(Beginning of ENTRIES SHOWN)
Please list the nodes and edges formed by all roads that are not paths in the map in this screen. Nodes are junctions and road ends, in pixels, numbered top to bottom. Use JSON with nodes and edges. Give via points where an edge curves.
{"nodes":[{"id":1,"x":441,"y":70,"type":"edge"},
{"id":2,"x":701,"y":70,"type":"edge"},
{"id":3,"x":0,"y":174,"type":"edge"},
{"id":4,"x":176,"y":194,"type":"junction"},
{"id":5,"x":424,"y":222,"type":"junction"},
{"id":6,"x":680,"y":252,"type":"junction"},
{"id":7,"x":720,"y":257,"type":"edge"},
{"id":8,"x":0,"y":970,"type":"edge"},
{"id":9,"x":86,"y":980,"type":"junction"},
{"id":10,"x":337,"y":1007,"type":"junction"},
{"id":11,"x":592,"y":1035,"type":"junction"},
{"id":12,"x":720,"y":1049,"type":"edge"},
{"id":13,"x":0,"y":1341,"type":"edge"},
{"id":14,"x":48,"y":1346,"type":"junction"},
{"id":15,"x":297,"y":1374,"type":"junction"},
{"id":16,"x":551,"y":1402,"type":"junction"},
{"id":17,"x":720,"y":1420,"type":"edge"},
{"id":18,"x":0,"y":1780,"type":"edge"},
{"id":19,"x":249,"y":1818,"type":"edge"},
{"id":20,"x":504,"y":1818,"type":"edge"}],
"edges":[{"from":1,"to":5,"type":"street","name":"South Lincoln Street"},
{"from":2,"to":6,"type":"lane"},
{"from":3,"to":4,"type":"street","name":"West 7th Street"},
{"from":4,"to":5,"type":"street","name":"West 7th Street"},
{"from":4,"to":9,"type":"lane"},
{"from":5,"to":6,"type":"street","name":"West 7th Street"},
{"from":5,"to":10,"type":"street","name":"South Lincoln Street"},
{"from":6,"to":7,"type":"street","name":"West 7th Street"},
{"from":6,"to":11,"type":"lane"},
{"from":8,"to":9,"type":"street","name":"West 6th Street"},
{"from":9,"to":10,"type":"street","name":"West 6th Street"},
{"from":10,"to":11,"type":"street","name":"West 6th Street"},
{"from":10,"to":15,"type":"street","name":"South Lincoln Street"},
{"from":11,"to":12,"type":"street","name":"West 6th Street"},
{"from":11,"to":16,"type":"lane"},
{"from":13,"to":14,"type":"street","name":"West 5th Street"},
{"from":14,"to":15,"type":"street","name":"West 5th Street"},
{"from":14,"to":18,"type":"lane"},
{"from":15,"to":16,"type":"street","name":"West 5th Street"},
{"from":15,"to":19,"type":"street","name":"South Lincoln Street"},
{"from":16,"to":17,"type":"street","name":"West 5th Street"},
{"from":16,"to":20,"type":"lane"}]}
(End of ENTRIES SHOWN)
- _WORK ORDER_
Each line in the data that holds the string "nodes" must be returned.

- _ANSWER SECTION_
Please list the nodes and edges formed by all roads that are not paths in the map in this screen. Nodes are junctions and road ends, in pixels, numbered top to bottom. Use JSON with nodes and edges. Give via points where an edge curves.
{"nodes":[{"id":1,"x":441,"y":70,"type":"edge"},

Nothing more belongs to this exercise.